## What needs to be done
Scan the entries below and extract each line with the word "Náhuatl" in it.

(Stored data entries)
[Start of section]
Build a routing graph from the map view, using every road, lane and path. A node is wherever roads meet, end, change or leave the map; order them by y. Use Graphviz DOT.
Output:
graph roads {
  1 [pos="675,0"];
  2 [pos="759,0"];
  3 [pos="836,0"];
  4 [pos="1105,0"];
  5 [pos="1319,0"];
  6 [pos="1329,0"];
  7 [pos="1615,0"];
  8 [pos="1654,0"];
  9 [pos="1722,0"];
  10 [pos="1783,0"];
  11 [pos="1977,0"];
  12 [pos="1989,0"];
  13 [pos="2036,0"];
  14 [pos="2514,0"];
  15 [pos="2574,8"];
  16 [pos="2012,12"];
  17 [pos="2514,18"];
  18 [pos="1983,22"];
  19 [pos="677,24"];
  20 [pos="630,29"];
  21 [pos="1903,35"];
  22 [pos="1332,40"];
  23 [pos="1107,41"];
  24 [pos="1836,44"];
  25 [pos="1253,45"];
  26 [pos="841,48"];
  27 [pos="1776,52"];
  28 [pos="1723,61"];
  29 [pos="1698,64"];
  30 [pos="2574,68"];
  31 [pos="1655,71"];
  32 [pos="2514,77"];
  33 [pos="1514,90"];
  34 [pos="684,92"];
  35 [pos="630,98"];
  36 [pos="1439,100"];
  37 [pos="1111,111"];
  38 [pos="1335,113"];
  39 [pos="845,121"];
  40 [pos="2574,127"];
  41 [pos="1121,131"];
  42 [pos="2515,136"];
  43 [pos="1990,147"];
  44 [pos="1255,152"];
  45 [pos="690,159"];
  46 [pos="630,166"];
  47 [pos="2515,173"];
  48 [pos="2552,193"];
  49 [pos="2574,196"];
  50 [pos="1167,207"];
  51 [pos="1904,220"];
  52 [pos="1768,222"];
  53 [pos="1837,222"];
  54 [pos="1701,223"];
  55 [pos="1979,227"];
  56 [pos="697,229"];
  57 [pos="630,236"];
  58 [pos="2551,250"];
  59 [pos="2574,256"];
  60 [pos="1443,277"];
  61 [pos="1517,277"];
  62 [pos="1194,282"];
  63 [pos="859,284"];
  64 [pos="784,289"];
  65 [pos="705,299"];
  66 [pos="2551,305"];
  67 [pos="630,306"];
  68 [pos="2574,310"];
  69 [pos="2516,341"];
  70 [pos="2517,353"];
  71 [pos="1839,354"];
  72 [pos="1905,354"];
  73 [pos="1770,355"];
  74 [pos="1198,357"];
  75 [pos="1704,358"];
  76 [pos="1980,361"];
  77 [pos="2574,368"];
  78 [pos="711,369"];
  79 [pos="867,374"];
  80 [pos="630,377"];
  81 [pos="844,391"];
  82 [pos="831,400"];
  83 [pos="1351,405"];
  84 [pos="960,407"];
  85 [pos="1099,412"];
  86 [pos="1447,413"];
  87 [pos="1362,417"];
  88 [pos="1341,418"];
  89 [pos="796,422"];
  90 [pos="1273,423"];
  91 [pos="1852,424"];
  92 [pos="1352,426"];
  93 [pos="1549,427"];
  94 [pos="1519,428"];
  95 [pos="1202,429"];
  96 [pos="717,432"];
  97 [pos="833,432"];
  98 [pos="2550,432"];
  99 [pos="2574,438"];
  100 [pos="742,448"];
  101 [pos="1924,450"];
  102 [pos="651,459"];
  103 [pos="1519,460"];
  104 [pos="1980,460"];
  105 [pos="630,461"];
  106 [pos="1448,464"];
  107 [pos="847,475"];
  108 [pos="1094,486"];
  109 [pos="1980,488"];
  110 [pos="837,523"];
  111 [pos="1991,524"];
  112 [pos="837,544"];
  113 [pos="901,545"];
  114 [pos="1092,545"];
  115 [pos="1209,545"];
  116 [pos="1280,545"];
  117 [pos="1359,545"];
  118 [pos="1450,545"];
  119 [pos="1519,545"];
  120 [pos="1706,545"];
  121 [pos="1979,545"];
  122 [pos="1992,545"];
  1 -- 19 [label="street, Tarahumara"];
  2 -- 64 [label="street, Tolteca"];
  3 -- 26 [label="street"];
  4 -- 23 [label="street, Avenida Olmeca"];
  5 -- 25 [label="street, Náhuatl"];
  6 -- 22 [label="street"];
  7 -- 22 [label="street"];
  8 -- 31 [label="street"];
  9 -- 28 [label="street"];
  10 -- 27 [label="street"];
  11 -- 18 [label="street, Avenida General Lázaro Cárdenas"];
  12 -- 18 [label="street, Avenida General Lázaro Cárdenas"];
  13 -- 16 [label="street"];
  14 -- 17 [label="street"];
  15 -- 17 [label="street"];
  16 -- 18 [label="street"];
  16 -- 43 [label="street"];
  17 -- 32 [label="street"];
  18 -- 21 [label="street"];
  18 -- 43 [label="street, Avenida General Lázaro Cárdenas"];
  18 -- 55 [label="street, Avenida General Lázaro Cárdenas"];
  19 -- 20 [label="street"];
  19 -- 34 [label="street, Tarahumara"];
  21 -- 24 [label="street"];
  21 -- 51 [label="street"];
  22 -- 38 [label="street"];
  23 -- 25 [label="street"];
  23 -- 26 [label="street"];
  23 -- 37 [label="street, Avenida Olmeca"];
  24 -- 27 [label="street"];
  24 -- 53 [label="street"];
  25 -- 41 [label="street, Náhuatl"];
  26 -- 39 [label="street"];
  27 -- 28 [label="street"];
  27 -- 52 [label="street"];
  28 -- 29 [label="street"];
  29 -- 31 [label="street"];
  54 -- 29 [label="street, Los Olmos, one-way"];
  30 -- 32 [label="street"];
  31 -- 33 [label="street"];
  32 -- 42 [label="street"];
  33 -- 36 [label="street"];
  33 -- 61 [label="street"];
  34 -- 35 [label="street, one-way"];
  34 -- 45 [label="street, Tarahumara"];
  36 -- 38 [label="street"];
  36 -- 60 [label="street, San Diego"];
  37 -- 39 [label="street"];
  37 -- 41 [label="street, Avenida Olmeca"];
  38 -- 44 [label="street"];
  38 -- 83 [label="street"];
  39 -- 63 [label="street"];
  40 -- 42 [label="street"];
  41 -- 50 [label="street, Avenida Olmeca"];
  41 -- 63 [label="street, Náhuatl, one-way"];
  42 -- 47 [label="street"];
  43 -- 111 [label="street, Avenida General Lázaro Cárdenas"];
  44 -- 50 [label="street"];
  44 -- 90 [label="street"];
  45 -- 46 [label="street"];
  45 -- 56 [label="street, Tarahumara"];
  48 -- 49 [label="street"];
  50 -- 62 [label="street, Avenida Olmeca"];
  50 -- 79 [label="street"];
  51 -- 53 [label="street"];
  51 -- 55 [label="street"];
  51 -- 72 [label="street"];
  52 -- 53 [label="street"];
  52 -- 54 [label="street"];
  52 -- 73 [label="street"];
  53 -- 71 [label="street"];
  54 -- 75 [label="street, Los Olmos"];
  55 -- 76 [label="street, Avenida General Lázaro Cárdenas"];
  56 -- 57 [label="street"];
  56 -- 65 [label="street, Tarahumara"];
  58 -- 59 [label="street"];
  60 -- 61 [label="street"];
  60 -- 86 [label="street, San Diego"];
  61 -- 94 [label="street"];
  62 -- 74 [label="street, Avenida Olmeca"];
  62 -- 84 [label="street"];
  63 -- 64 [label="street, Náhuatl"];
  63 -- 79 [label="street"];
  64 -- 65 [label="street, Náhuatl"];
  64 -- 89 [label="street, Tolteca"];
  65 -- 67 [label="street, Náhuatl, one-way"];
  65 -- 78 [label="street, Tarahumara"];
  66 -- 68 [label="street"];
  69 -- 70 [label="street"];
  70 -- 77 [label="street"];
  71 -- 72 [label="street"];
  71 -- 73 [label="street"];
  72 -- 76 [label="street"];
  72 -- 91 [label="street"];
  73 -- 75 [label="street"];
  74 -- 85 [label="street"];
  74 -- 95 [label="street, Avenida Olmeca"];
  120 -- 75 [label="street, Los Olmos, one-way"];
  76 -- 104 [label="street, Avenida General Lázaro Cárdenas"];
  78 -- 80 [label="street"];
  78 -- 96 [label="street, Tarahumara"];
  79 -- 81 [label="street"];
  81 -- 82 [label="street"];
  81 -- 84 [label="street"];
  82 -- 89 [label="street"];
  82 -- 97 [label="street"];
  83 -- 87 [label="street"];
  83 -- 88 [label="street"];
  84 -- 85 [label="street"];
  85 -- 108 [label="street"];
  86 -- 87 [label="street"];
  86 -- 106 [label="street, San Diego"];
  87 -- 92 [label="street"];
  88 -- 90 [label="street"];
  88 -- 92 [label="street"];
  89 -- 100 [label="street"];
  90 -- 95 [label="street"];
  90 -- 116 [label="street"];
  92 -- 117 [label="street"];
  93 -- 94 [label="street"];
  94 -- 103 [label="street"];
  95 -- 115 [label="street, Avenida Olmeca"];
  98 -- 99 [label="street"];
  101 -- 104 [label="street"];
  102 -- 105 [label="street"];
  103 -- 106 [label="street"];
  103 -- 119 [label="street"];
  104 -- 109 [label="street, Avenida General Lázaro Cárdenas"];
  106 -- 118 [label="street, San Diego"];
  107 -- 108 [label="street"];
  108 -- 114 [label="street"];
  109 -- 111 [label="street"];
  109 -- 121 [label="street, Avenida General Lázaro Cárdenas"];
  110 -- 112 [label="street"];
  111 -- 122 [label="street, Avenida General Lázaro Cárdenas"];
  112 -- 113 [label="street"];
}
[End of section]
## Task answer
  5 -- 25 [label="street, Náhuatl"];
  25 -- 41 [label="street, Náhuatl"];
  41 -- 63 [label="street, Náhuatl, one-way"];
  63 -- 64 [label="street, Náhuatl"];
  64 -- 65 [label="street, Náhuatl"];
  65 -- 67 [label="street, Náhuatl, one-way"];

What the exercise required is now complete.